1Cor 2,10b-16; Sal 144; Lc 4,31-37

Hasta eso nos lo tiene que dar. Mi propia fuerza es cosa suya, don que ofrece a mi libertad, a mi voluntad que actúa con libertad, aunque en suave suasión atractiva, como de enamoramiento. De otro modo, ¿de dónde habría de sacar yo esa fuerza? Mas, si esa fuerza no actúa en mí con entera libertad mía, ¿entonces?, ¿no se entromete el Señor en el mismo corazón de lo mío? Si no libre, plenamente libre, seré un autómata en sus manos, y nunca alcanzaré la naturaleza que él me dio al crearme: la imagen y semejanza de mi ser en plenitud. Batalla campal. Dos puntos atractores que estiran de nosotros. Él uno, con el hechizo mayor del seréis como dioses, que nos hace nacer al pecado, poseídos por el mal de la lejanía de Dios: la serpiente, el Maligno. El otro, suave suasión de quien se encarnó, con una carne en todo igual a la nuestra, excepto, precisamente, en la atracción del pecado. Ahí, en él, con él y por él encontramos esa suave suasión en la que se nos dona en entera libertad la fuerza de Dios.

No nos sorprenda el día del Señor en mitad de una noche cedida a quien nos roba lo que somos. San Pablo nos lo asevera con enorme vigor: todos sois hijos de la luz e hijos del día; no lo sois de la noche ni de las tinieblas. ¿Quién será nuestra luz? Jesús, el Cristo, el Verbo encarnado en el seno de la virgen María, al que contemplamos en su ser de absoluta completud en la cruz victoriosa.  Victoria de Dios sobre quien introdujo en nuestro propio ser el seréis como dioses que nos engañó hasta casi dejarnos en la total ruina, lejos del Dios que nos creó con mano amorosa. ¿Victoria en la cruz? Queda uno pasmado al afirmarlo, pero sí, victoria en la cruz. Mirándola, pues, despiertos o dormidos, estemos vigilantes y despejados. En esa mirada, junto a la cruz en la que está colgante Jesús, recobramos nuestra entera libertad, y la gracia, por nuestra fe en lo que allá acontece, nos llena de la abundante fuerza de Dios.

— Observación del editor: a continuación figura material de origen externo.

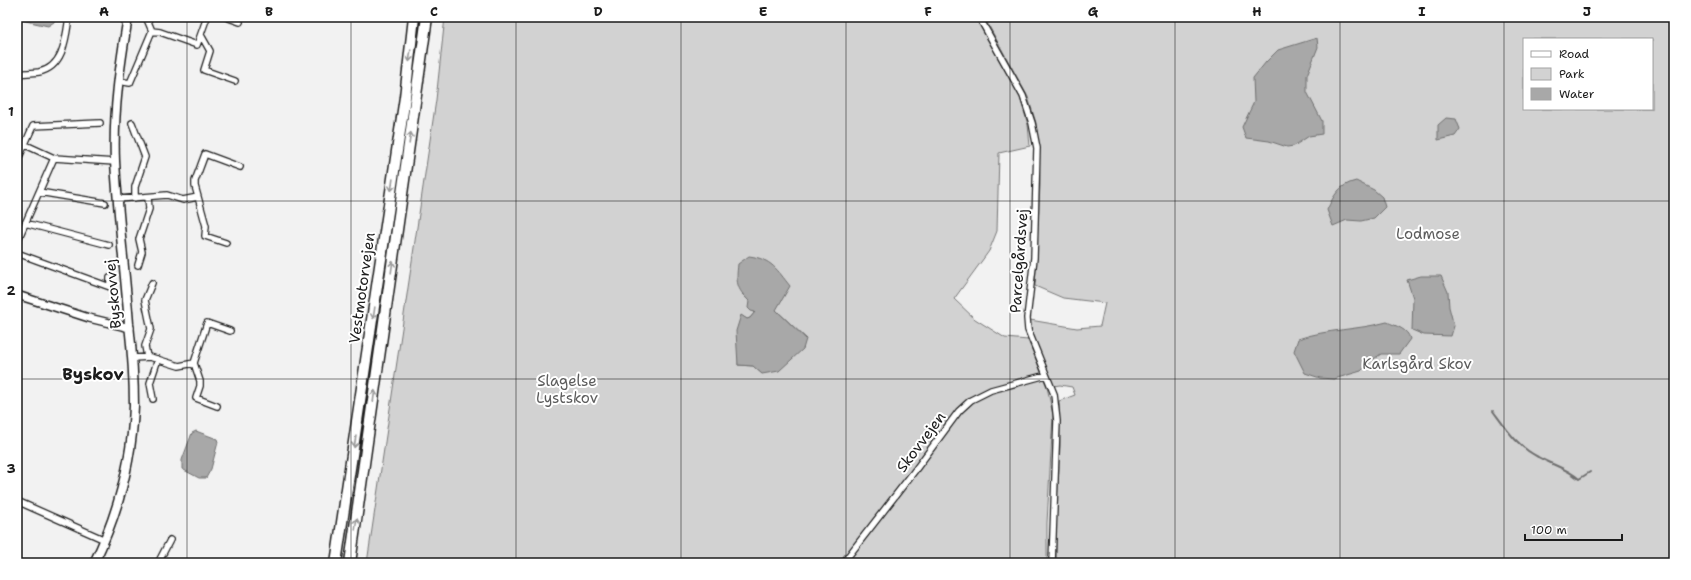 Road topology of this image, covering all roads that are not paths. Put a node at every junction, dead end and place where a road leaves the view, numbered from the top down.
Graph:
1 (69, 17) edge
2 (128, 17) edge
3 (146, 17) edge
4 (207, 17) edge
5 (226, 17) edge
6 (414, 17) edge
7 (427, 17) edge
8 (979, 17) edge
9 (240, 22) dead end
10 (152, 31) junction
11 (201, 35) junction
12 (17, 74) edge
13 (118, 81) junction
14 (235, 81) dead end
15 (100, 123) dead end
16 (132, 123) dead end
17 (17, 141) edge
18 (25, 145) junction
19 (54, 158) junction
20 (17, 162) edge
21 (115, 162) junction
22 (240, 167) dead end
23 (39, 192) junction
24 (148, 197) junction
25 (198, 197) junction
26 (136, 198) junction
27 (118, 199) junction
28 (105, 203) dead end
29 (25, 223) junction
30 (17, 242) edge
31 (226, 243) dead end
32 (109, 245) dead end
33 (17, 253) edge
34 (138, 265) dead end
35 (110, 278) dead end
36 (152, 283) dead end
37 (17, 296) edge
38 (130, 328) junction
39 (230, 331) dead end
40 (147, 357) junction
41 (133, 358) junction
42 (158, 359) junction
43 (194, 363) junction
44 (1046, 375) junction
45 (152, 399) dead end
46 (217, 406) dead end
47 (17, 501) edge
48 (105, 540) junction
49 (170, 540) dead end
50 (94, 563) edge
51 (158, 563) edge
52 (336, 563) edge
53 (350, 563) edge
54 (843, 563) edge
55 (1052, 563) edge

1 - 12 street
2 - 13 main road, Byskovvej
3 - 10 street
4 - 11 street
5 - 9 street
6 -> 52 highway, Vestmotorvejen
53 -> 7 highway, Vestmotorvejen
8 - 44 street, Parcelgårdsvej
10 - 11 street
10 - 13 street
11 - 14 street
13 - 21 main road, Byskovvej
15 - 18 street
16 - 26 street
17 - 18 street
18 - 19 street
18 - 20 street
19 - 21 street
19 - 23 street
21 - 27 main road, Byskovvej
22 - 25 street
23 - 28 street
23 - 29 street
24 - 25 street
24 - 26 street
24 - 34 street
25 - 31 street
26 - 27 street
27 - 38 main road, Byskovvej
29 - 30 street
29 - 32 street
33 - 35 street
36 - 40 street
37 - 38 street
38 - 41 main road, Byskovvej
39 - 43 street
40 - 41 street
40 - 42 street
41 - 48 main road, Byskovvej
42 - 43 street
42 - 45 street
43 - 46 street
44 - 54 street, Skovvejen
44 - 55 street, Parcelgårdsvej
47 - 48 street
48 - 50 main road, Byskovvej
49 - 51 street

¡Qué complejidad!, ¡qué sencillez! Si el Señor es mi luz y mi salvación, ¿a quién temeré, quién me hará temblar?

Jesús vence a los demonios que nos dominan. Habla con autoridad y estos, al ver que se acerca a nosotros, gritan a grandes voces. Ven la batalla perdida. Porque él es la carne resplandeciente a la que nosotros en su seguimiento vamos a asemejarnos. Porque, lo saben bien, él es el Santo de Dios. ¿Qué tiene su palabra? Da órdenes con autoridad y poder a los espíritus inmundos que nos poseen, y salen.

¿Quién eres, Señor, dime quién eres?

¿Dónde te encontramos? ¿Cómo nos das tú esa fuerza que solo es de Dios y que, a la vez, es fruto entero de nuestra voluntad libre?

Señor, qué perplejidad. Lo que solo puede ser mío, fruto de mi libertad, es donación de gracia, ¿Cómo se puede entender tal cosa? Porque contemplándote en la cruz comprendemos quién somos nosotros y por qué estás clavado en ella. Te nos das en espectáculo —como dirá al final el evangelio de Lucas, que ahora leemos— para que sepamos la naturaleza misma de nuestro ser en plenitud, perdida en el pecado, y para que encontremos en ella, en la sangre y el agua que nacen de su costado, el alimento que nos da fuerza en abundancia infinita; fuerza de Dios que nos regenera.